GIVEN DATA START

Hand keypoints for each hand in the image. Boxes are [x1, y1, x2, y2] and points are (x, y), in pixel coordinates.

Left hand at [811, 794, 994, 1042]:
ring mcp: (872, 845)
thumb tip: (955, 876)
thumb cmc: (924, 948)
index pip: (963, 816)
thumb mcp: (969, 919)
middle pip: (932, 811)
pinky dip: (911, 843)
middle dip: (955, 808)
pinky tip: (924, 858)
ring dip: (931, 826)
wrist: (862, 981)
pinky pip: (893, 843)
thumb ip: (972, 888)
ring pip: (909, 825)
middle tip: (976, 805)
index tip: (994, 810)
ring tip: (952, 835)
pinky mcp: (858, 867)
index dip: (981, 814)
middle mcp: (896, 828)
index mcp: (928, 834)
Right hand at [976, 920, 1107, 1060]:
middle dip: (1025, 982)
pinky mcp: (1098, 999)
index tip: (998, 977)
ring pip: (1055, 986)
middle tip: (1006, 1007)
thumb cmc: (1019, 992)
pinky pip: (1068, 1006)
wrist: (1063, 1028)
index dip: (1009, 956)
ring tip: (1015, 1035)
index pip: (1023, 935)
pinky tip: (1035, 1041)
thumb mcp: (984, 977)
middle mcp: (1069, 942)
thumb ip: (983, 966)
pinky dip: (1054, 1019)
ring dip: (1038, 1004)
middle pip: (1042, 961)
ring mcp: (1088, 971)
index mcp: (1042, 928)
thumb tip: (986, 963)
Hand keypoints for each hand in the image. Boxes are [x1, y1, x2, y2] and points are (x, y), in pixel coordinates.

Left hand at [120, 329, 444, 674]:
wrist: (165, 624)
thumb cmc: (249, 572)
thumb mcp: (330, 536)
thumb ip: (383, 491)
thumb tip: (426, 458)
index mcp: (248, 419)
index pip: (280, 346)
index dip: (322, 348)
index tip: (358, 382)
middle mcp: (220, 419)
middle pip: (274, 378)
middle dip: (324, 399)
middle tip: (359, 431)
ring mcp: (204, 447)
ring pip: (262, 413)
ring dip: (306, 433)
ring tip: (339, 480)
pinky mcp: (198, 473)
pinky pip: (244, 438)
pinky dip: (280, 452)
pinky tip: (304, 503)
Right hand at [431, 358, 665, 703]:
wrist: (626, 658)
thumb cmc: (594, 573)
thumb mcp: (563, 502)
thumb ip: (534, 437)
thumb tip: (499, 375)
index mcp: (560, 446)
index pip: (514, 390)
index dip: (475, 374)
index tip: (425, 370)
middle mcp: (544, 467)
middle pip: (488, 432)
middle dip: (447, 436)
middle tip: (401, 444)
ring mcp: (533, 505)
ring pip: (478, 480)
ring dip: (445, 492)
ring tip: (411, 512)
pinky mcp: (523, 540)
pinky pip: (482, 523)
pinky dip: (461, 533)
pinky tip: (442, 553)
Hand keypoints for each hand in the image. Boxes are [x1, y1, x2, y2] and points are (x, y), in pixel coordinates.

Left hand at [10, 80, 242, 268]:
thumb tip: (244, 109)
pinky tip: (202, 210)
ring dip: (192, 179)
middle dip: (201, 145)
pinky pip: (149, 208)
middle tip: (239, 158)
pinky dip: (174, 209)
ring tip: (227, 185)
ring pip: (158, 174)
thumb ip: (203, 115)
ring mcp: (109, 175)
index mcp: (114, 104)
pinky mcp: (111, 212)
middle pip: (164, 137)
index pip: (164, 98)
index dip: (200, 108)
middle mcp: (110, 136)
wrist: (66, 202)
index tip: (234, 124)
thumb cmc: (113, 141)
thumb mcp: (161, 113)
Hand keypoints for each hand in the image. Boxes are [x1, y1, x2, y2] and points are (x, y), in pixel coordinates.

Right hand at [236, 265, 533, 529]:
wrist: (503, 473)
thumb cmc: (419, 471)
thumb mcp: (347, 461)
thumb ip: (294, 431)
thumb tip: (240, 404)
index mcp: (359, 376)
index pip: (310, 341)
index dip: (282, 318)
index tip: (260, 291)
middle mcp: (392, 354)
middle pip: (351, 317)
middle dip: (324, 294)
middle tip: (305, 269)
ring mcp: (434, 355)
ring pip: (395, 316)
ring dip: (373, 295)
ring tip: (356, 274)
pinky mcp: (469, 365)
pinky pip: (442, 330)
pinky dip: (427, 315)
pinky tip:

GIVEN DATA END

WHAT NEEDS TO BE DONE —
Please restate word for word only the lines running from the line that contains "middle pip: (351, 317)" to the final line of the listing above.

ANSWER TO THIS TASK —
middle pip: (351, 317)
middle dip: (324, 294)
middle tip: (305, 269)
ring mcp: (434, 355)
ring pip: (395, 316)
ring dip: (373, 295)
ring tip: (356, 274)
pinky mcp: (469, 365)
pinky pip: (442, 330)
pinky dip: (427, 315)
pinky tip:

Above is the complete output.